Однако «вживую» этот шум, должно быть, производил тревожное впечатление. «Довольно!» — кричала публика во время выступления в лондонском театре «Колизеум». Один критик сравнил их звучание с «такелажем парохода, идущего через Ла-Манш», а Дэвис цитирует одного свидетеля, опрошенного в 1982 году в возрасте девяноста лет, чьи воспоминания об этом концерте 1914 года были достаточно свежими, чтобы охарактеризовать эту музыку как «забавную отрыжку» и «пуканье броненосцев». Впрочем, по его мнению, было не очень громко.

Подобное сочетание военных звуков с шумом человеческих ветров изящно связывает «инструменты тьмы» из дождевых лесов Бразилии с их эквивалентом из двадцатого века. Как и Маринетти, Руссоло с энтузиазмом писал о звуках боя. Однако он выступал скорее как ученый или техник, анализируя и классифицируя свист снарядов различных калибров, энгармонический эффект Доплера (понижение тона при полете снаряда от ствола пушки до взрыва), ток-ток-ток-ток пулеметов, тек-пум австрийских винтовок, тек-так-трак оружейных затворов, цьюю пуль и физику акустики. «Современную войну невозможно выразить лирически без шумового инструментария футуристических «слов на свободе»», — писал он. Эти «свободные слова» были придуманы Маринетти во время боя; он разглагольствовал с пугающе заразительным пылом о «гигиене войны» — теории, несостоятельной даже в лучшие времена, но которую куда легче было продвигать после нескольких колониальных стычек в Ливии и Болгарии, чем после кошмара окопной бойни Первой мировой войны и последующих полей смерти двадцатого века. Но, подобно кинокритику, делающему заметки во время просмотра снафф-видео, Руссоло леденит кровь сильнее, чем Маринетти, — именно в силу бесстрастной поэтичности, а в конечном счете педантичности своих наблюдений. Некоторые его образы трогательны — например, солдаты, обматывающие подкованные сапоги окопными мешками для бесшумной атаки, — но главной его заботой остается жажда драматичных, энгармонических звуков, особенно глиссандо, проносящихся по всему звуковому полю, эха и яростных взрывов.

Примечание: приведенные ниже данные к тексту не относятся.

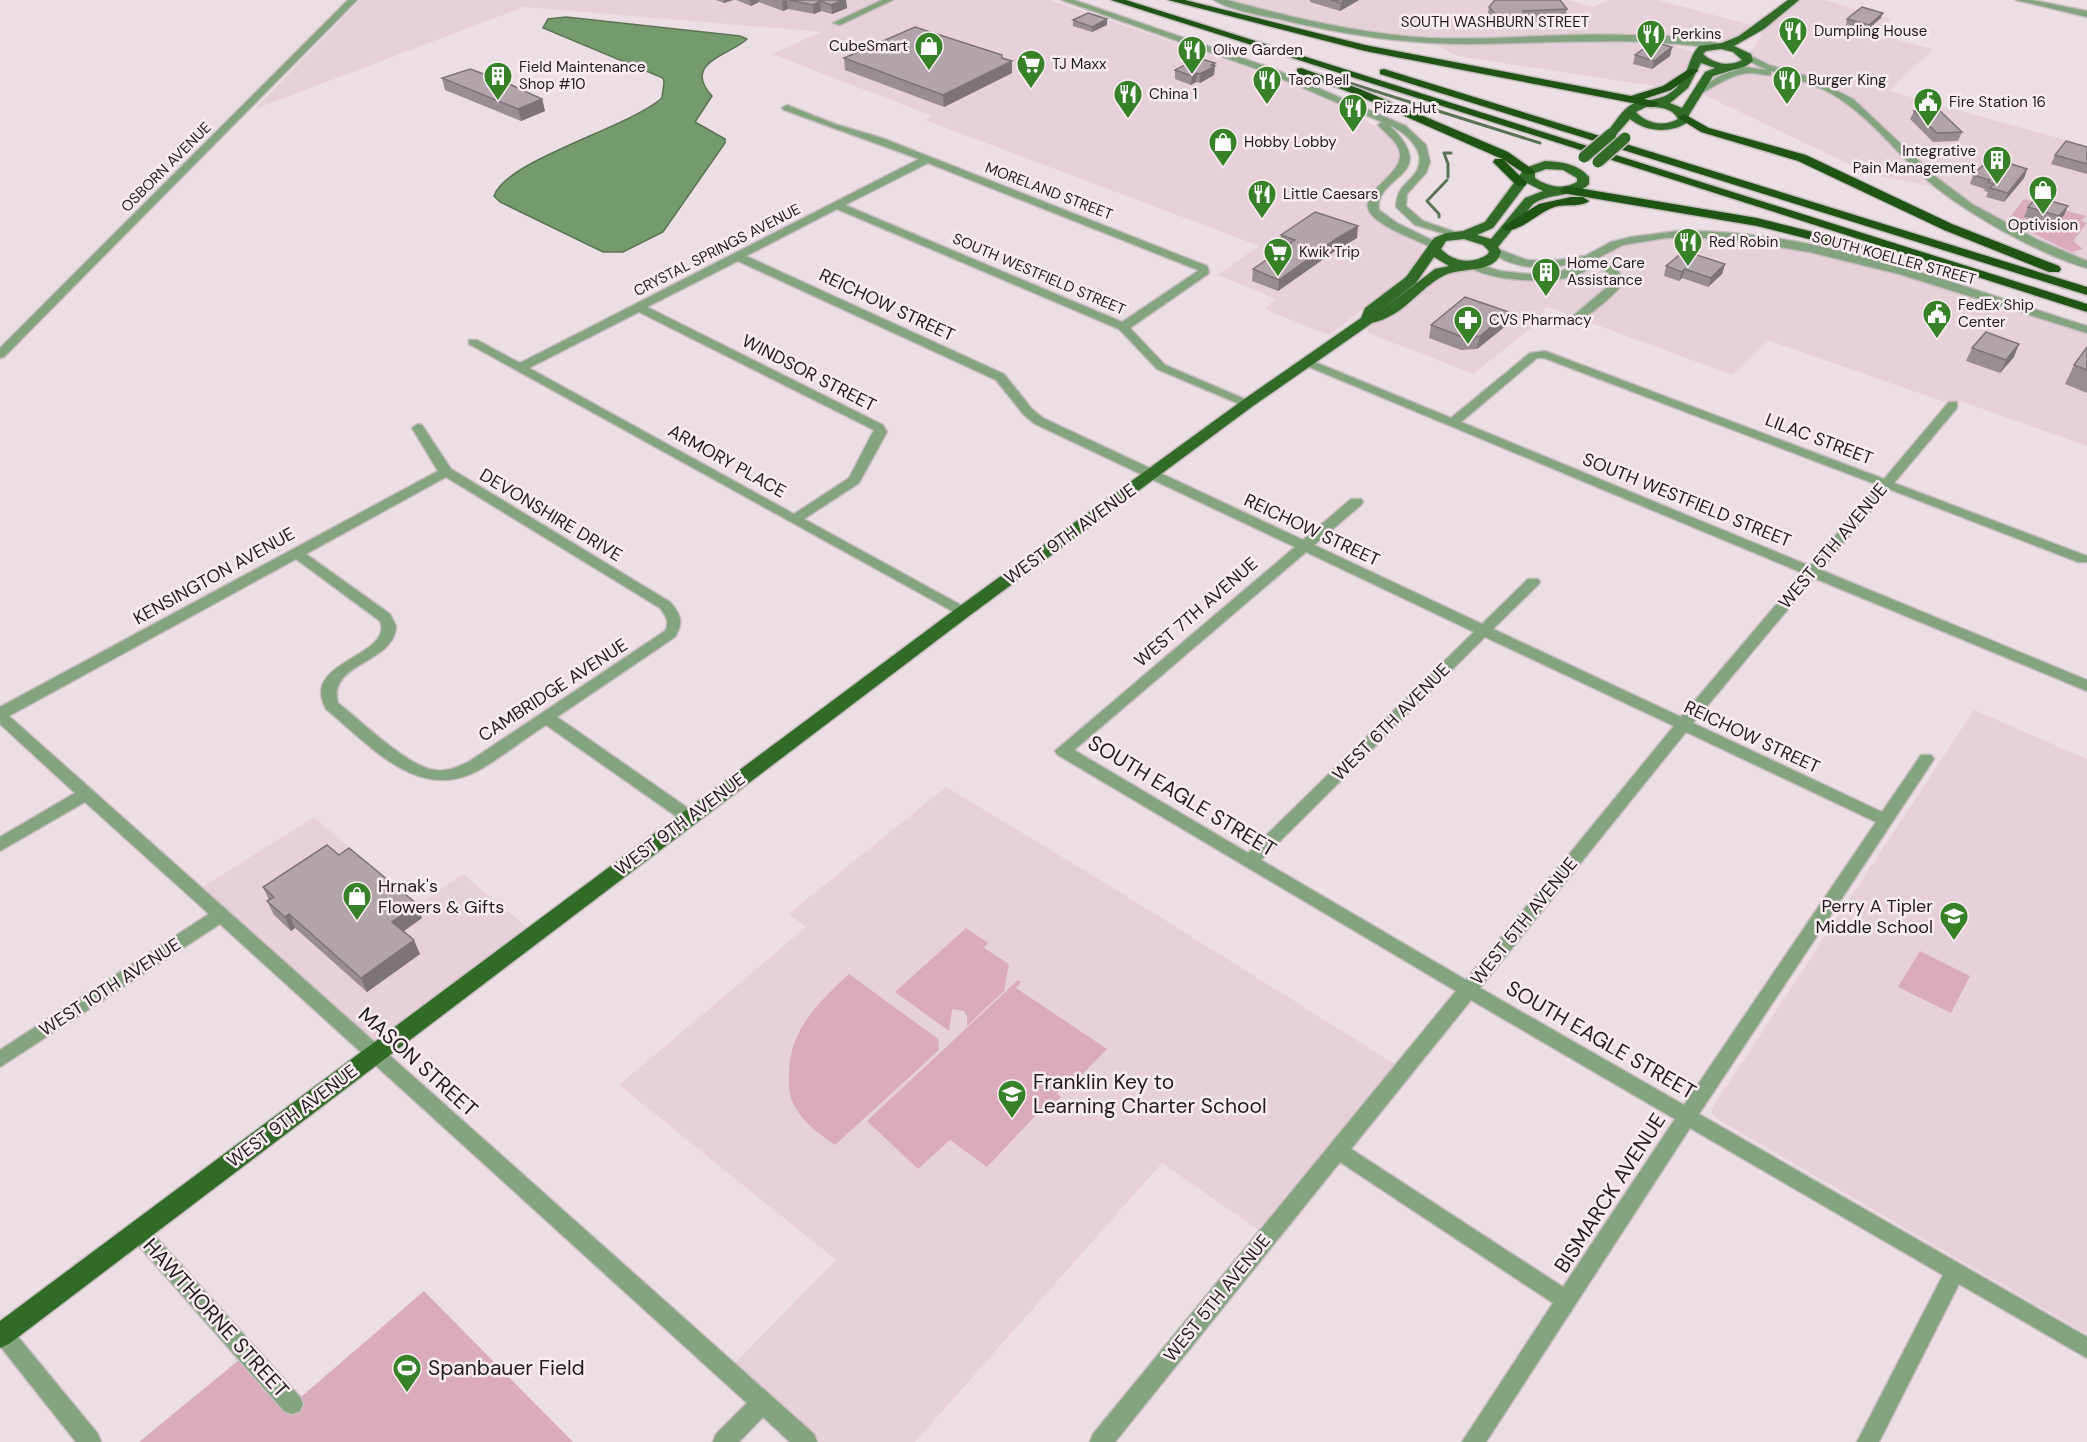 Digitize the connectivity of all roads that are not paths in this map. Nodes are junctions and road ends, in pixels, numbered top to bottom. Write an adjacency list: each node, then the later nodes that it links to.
1 (352, 0): 54 (street, OSBORN AVENUE)
2 (889, 0): 11 (street)
3 (1065, 0): 27 (street)
4 (1116, 0): 9 (highway)
5 (1173, 0): 22 (highway)
6 (1218, 0): 13 (street, SOUTH WASHBURN STREET)
7 (1794, 0): 12 (main road)
8 (2020, 0): 10 (street)
9 (1153, 6): 31 (highway); 45 (highway); 47 (highway)
10 (2087, 14)
11 (837, 23)
12 (1765, 25): 14 (main road); 15 (main road)
13 (1632, 38): 14 (street, SOUTH WASHBURN STREET); 16 (street, SOUTH WASHBURN STREET)
14 (1720, 46): 15 (main road); 16 (main road)
15 (1751, 51): 17 (main road); 20 (street)
16 (1697, 55): 17 (main road); 18 (main road)
17 (1731, 67): 19 (street); 21 (main road)
18 (1693, 71): 22 (highway); 23 (main road)
19 (1756, 71): 20 (street); 21 (street)
20 (1823, 87): 43 (street)
21 (1698, 92): 26 (main road)
22 (1628, 98): 23 (highway)
23 (1655, 104): 25 (main road); 26 (main road)
24 (788, 108): 29 (street, MORELAND STREET)
25 (1630, 112): 28 (main road); 30 (main road, bridge)
26 (1685, 113): 28 (main road); 44 (highway)
27 (1369, 114): 37 (street); 38 (street)
28 (1660, 126): 32 (main road, bridge)
29 (928, 159): 34 (street, CRYSTAL SPRINGS AVENUE); 51 (street, MORELAND STREET)
30 (1553, 165): 31 (main road); 32 (main road)
31 (1526, 176): 33 (main road); 37 (main road)
32 (1584, 180): 33 (main road)
33 (1562, 190): 35 (highway); 36 (main road)
34 (838, 206): 40 (street, CRYSTAL SPRINGS AVENUE); 51 (street, SOUTH WESTFIELD STREET)
35 (1683, 209): 36 (highway); 48 (highway)
36 (1508, 226): 39 (main road)
37 (1462, 235): 38 (main road); 39 (main road)
38 (1434, 247): 42 (main road); 49 (main road, WEST 9TH AVENUE)
39 (1494, 249): 41 (street, SOUTH KOELLER STREET); 42 (main road, WEST 9TH AVENUE)
40 (737, 256): 46 (street, CRYSTAL SPRINGS AVENUE); 62 (street, REICHOW STREET)
41 (1587, 259): 42 (street, SOUTH KOELLER STREET); 50 (street); 52 (street, SOUTH KOELLER STREET)
42 (1469, 265): 49 (main road, WEST 9TH AVENUE)
43 (2087, 265)
44 (2087, 280)
45 (2087, 291)
46 (638, 307): 56 (street, CRYSTAL SPRINGS AVENUE); 65 (street, WINDSOR STREET)
47 (2087, 308)
48 (2087, 314)
49 (1367, 320): 55 (main road, WEST 9TH AVENUE)
50 (1558, 324)
51 (1123, 327): 57 (street, SOUTH WESTFIELD STREET)
52 (2087, 330)
53 (473, 342): 56 (street, ARMORY PLACE)
54 (0, 356)
55 (1306, 362): 57 (main road, WEST 9TH AVENUE); 59 (street, SOUTH WESTFIELD STREET)
56 (520, 368): 65 (street, ARMORY PLACE)
57 (1248, 403): 62 (main road, WEST 9TH AVENUE)
58 (1953, 405): 63 (street, WEST 5TH AVENUE)
59 (1453, 422): 63 (street, LILAC STREET); 69 (street, SOUTH WESTFIELD STREET)
60 (418, 428): 61 (street, DEVONSHIRE DRIVE)
61 (446, 472): 67 (street, KENSINGTON AVENUE); 72 (street, DEVONSHIRE DRIVE)
62 (1152, 474): 66 (street, REICHOW STREET); 71 (main road, WEST 9TH AVENUE)
63 (1886, 484): 68 (street, LILAC STREET); 69 (street, WEST 5TH AVENUE)
64 (1356, 502): 66 (street, WEST 7TH AVENUE)
65 (795, 519): 71 (street, ARMORY PLACE)
66 (1304, 546): 73 (street, REICHOW STREET); 78 (street, WEST 7TH AVENUE)
67 (296, 553): 75 (street, KENSINGTON AVENUE); 76 (street, CAMBRIDGE AVENUE)
68 (2083, 559)
69 (1812, 571): 74 (street, SOUTH WESTFIELD STREET); 77 (street, WEST 5TH AVENUE)
70 (1533, 582): 73 (street, WEST 6TH AVENUE)
71 (963, 612): 81 (main road, WEST 9TH AVENUE)
72 (675, 622): 76 (street, CAMBRIDGE AVENUE)
73 (1484, 631): 77 (street, REICHOW STREET); 84 (street, WEST 6TH AVENUE)
74 (2087, 686)
75 (0, 715): 80 (street, MASON STREET)
76 (547, 718): 81 (street)
77 (1683, 725): 82 (street, REICHOW STREET); 86 (street, WEST 5TH AVENUE)
78 (1063, 751): 84 (street, SOUTH EAGLE STREET)
79 (1926, 759): 82 (street, BISMARCK AVENUE)
80 (86, 794): 83 (street); 85 (street, MASON STREET)
81 (689, 817): 87 (main road, WEST 9TH AVENUE)
82 (1886, 819): 89 (street, BISMARCK AVENUE)
83 (0, 845)
84 (1249, 862): 86 (street, SOUTH EAGLE STREET)
85 (221, 915): 87 (street, MASON STREET); 88 (street, WEST 10TH AVENUE)
86 (1468, 990): 89 (street, SOUTH EAGLE STREET); 90 (street, WEST 5TH AVENUE)
87 (375, 1053): 91 (main road, WEST 9TH AVENUE); 96 (street, MASON STREET)
88 (0, 1059)
89 (1688, 1115): 92 (street, SOUTH EAGLE STREET); 93 (street, BISMARCK AVENUE)
90 (1337, 1150): 93 (street); 101 (street, WEST 5TH AVENUE)
91 (139, 1232): 94 (main road, WEST 9TH AVENUE); 97 (street, HAWTHORNE STREET)
92 (1955, 1271): 95 (street, SOUTH EAGLE STREET); 103 (street)
93 (1566, 1300): 102 (street, BISMARCK AVENUE)
94 (1, 1335): 98 (street)
95 (2087, 1348)
96 (762, 1402): 99 (street); 100 (street, MASON STREET)
97 (292, 1404)
98 (90, 1442)
99 (724, 1442)
100 (806, 1442)
101 (1101, 1442)
102 (1473, 1442)
103 (1868, 1442)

Хью Дэвис сожалеет, что ни один из композиторов, восторгавшихся шумовыми инструментами Руссоло, не пожелал включить их в свои произведения. Если бы Стравинский, к примеру, ввел рычателей и жужжателей в «Весну священную» (моя мысль, не Дэвиса), то изобретения Руссоло, возможно, не канули бы в беспросветную безвестность, оказавшись слишком авангардными даже для самого авангарда. Я предлагаю это, понимая, что это было невозможно. Стравинский работал над «Весной священной» с 1910 года, когда ему приснился сон, в котором совершался языческий обряд: круг мудрых старцев наблюдал за тем, как молодая девушка затанцевала себя до смерти (снова секс, смерть, язычество и антропология). Стравинского пригласили в дом Маринетти послушать шумовые машины, поскольку он проявил определенный интерес к их использованию в балете. «Трескун затрещал, рассыпая тысячи искр, подобно мрачному потоку. Стравинский взмыл с дивана, как лопнувшая пружина матраса, со свистом радостного возбуждения», — писал Франческо Кангуло, поэт и скульптор-футурист. Но это было в 1914 году, через год после скандальной премьеры «Весны священной» — концерта, который задал стандарт бурной реакции публики на современную музыку в двадцатом веке. Возможно, Стравинский был в восторге от того, что услышал нечто, способное вызвать еще более грандиозный скандал, чем его собственное творение.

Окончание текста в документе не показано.